* [WORK TO COMPLETE] Copy each line containing "roads" from the listing below.

* [DATA FOR ANALYSIS]
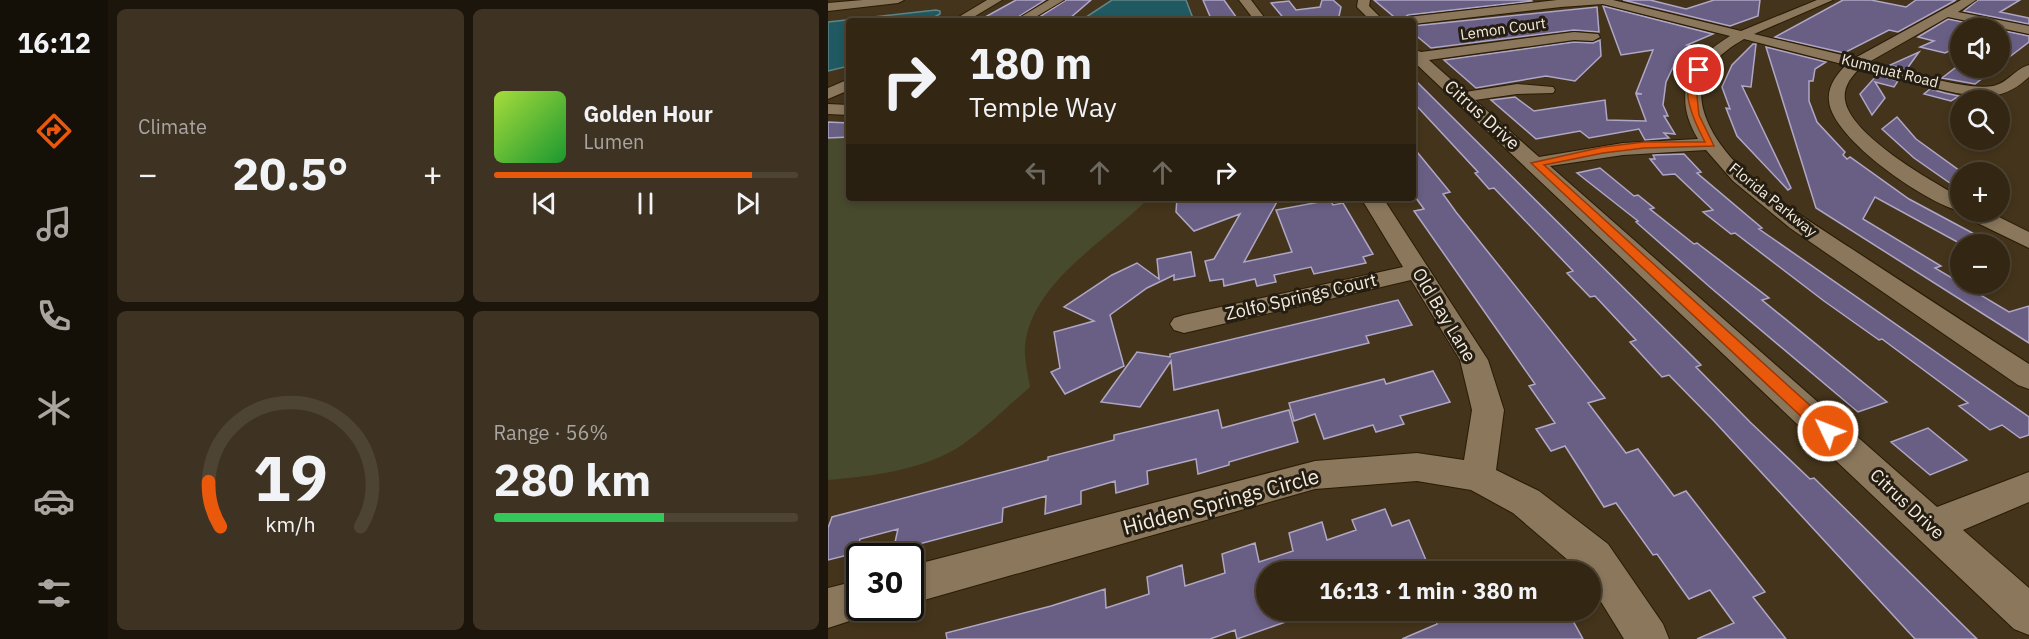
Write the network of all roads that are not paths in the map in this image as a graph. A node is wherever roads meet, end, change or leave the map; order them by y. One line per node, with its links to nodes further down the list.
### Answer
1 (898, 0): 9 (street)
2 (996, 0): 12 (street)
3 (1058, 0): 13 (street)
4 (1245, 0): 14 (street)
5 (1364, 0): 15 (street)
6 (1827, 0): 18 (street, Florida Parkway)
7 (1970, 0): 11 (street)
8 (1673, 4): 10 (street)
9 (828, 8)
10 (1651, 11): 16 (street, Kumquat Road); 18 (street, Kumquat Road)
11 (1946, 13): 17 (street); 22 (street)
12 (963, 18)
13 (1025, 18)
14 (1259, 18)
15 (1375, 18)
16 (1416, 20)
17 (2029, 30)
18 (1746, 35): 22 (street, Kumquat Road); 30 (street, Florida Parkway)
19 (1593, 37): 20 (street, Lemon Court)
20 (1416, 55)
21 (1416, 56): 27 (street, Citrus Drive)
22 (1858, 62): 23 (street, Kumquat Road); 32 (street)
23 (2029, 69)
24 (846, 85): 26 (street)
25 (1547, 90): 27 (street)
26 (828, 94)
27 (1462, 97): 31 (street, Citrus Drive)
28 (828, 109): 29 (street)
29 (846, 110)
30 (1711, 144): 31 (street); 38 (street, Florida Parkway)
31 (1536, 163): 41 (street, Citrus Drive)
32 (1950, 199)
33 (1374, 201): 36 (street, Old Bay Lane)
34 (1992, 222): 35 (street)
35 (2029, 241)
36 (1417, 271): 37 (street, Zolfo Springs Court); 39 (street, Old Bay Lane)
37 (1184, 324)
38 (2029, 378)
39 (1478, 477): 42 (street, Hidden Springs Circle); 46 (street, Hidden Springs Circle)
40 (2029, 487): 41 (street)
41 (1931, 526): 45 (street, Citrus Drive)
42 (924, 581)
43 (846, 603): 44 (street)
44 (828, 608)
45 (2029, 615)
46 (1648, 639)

...

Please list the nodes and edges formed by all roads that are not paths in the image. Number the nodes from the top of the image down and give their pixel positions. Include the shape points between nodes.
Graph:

* [THE COMPLETED TASK]
Write the network of all roads that are not paths in the map in this image as a graph. A node is wherever roads meet, end, change or leave the map; order them by y. One line per node, with its links to nodes further down the list.
Please list the nodes and edges formed by all roads that are not paths in the image. Number the nodes from the top of the image down and give their pixel positions. Include the shape points between nodes.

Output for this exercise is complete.